## Problem
Go through the data and copy each line where the string "above" appears.

## Data for this task
########

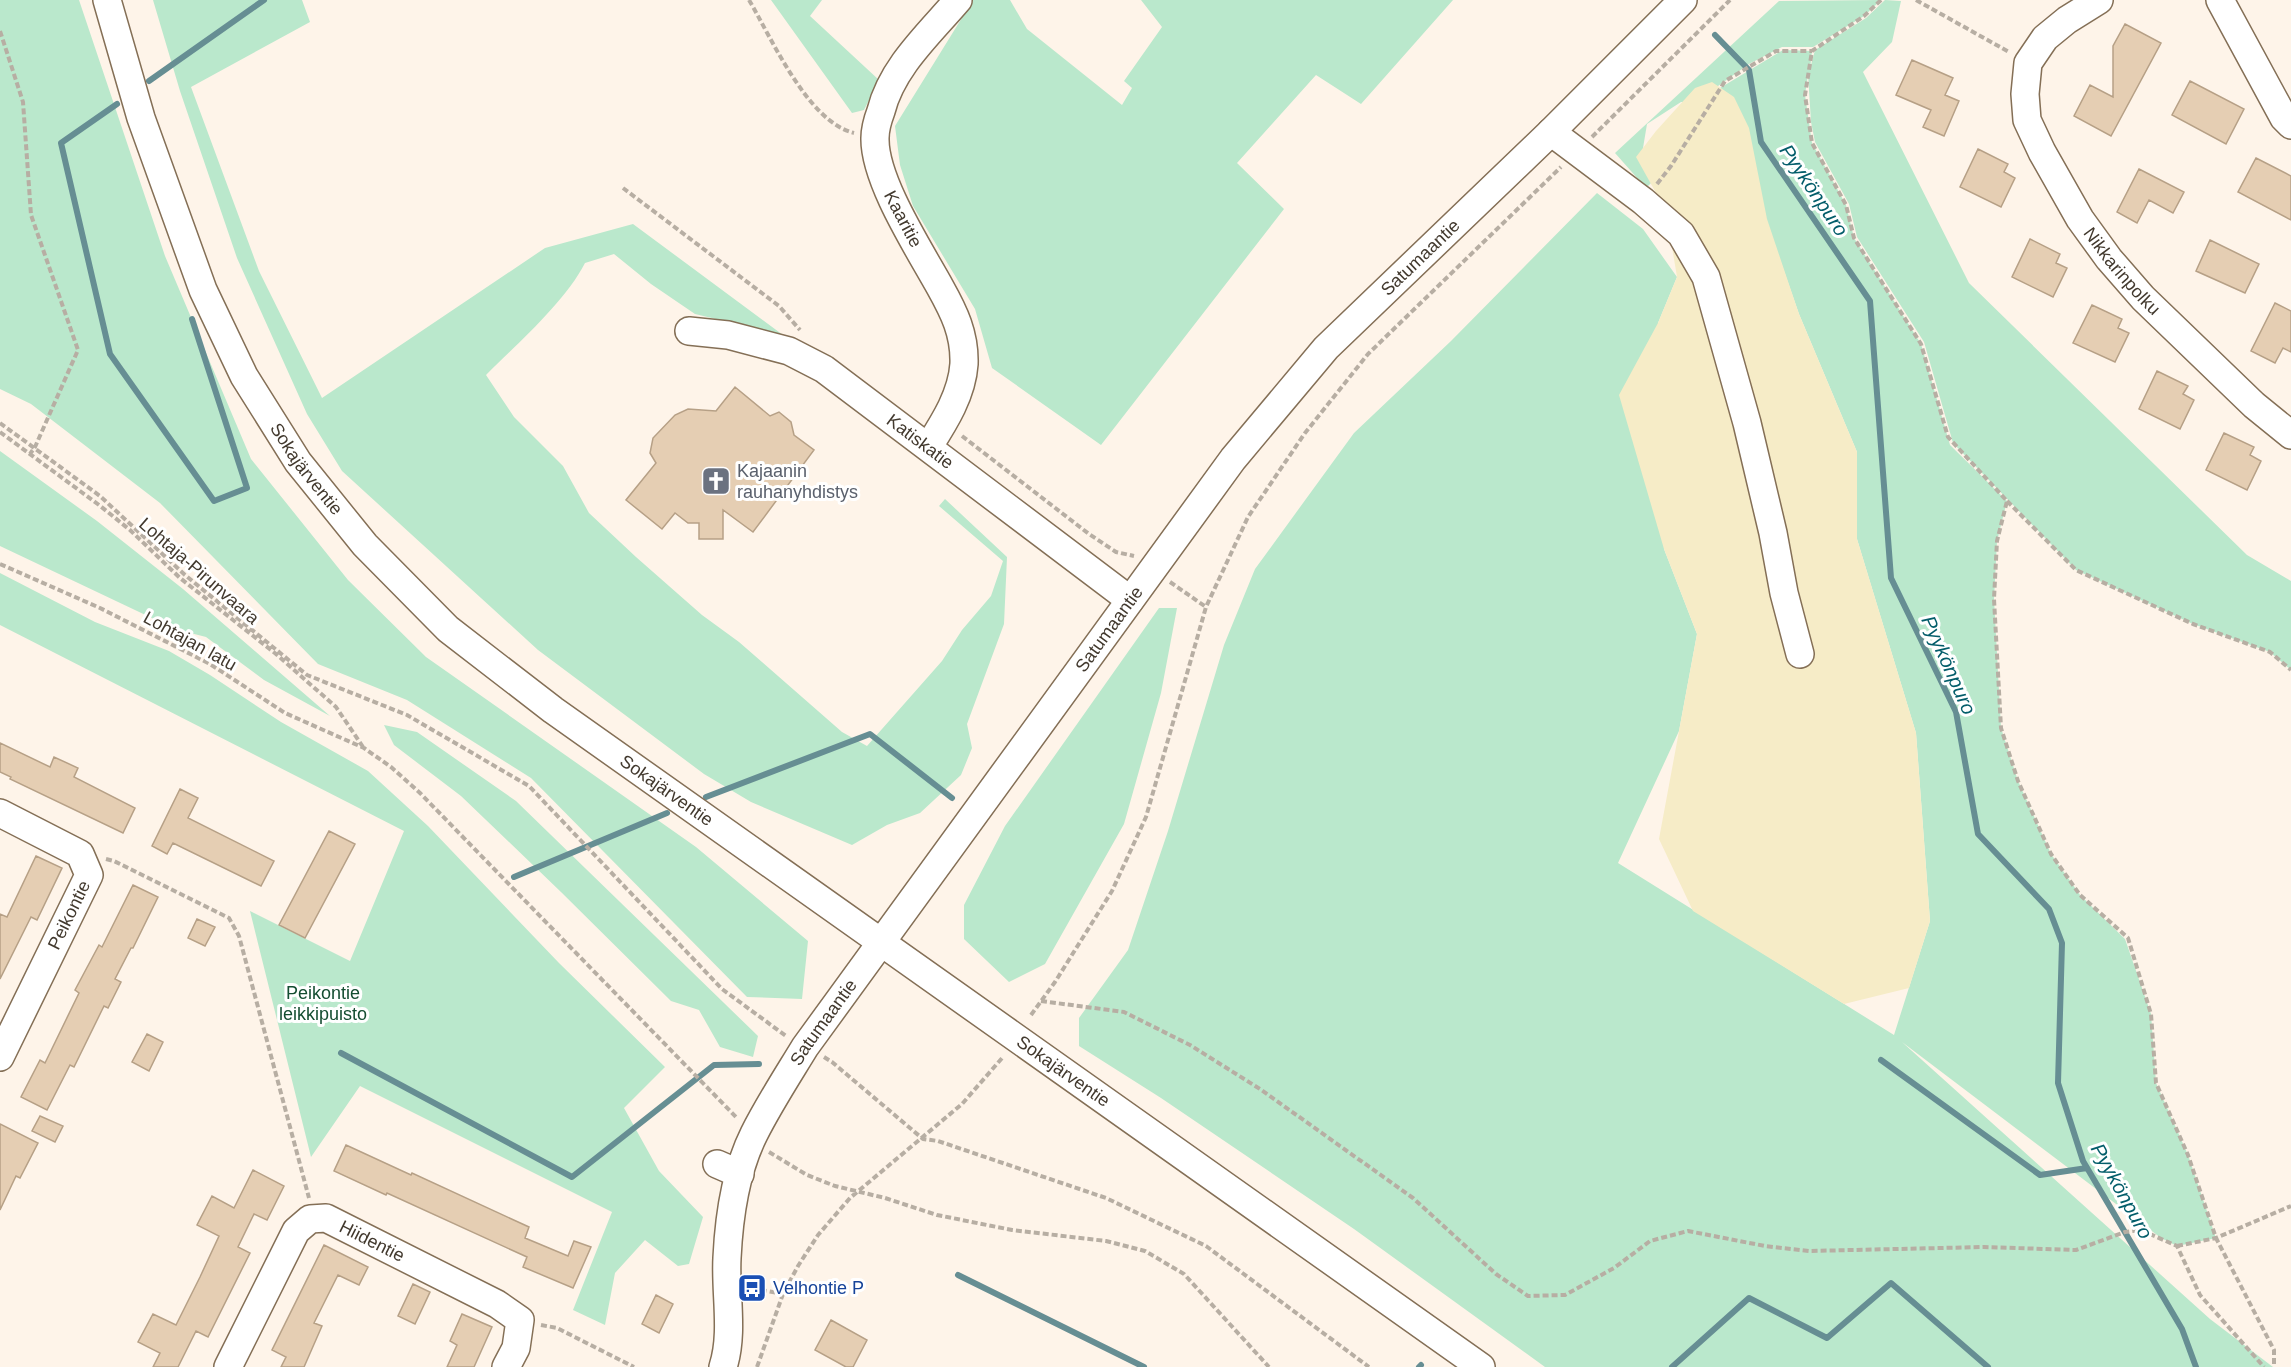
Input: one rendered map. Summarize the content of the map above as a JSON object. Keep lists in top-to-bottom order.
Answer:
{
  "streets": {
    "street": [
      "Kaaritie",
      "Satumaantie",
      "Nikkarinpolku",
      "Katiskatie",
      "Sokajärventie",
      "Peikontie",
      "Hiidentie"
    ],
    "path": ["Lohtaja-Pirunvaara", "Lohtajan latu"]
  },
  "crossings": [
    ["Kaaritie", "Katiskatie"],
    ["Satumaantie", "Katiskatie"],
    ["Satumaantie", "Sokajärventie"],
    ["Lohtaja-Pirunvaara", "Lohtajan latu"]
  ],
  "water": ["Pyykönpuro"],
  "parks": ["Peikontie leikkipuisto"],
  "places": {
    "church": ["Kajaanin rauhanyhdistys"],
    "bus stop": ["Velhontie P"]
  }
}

########

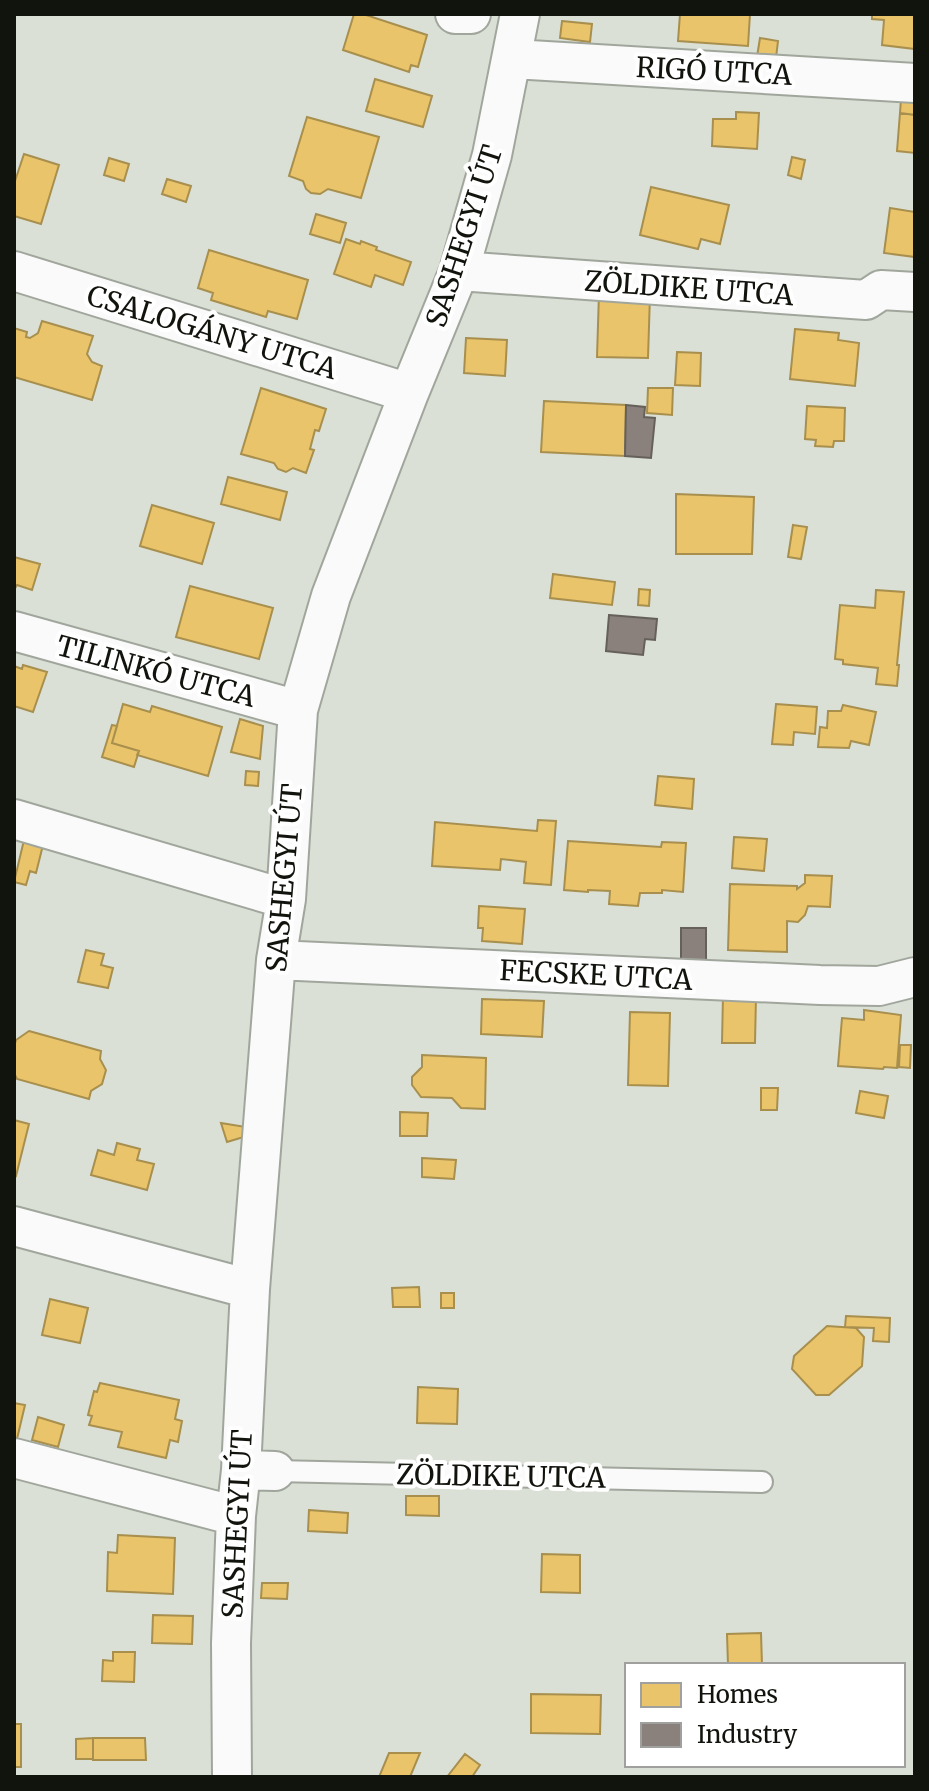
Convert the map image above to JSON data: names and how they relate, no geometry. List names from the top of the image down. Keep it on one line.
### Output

########

## Exercise solution
Input: one rendered map. Summarize the content of the map above as a JSON object. Keep lists in top-to-bottom order.
Convert the map image above to JSON data: names and how they relate, no geometry. List names from the top of the image down. Keep it on one line.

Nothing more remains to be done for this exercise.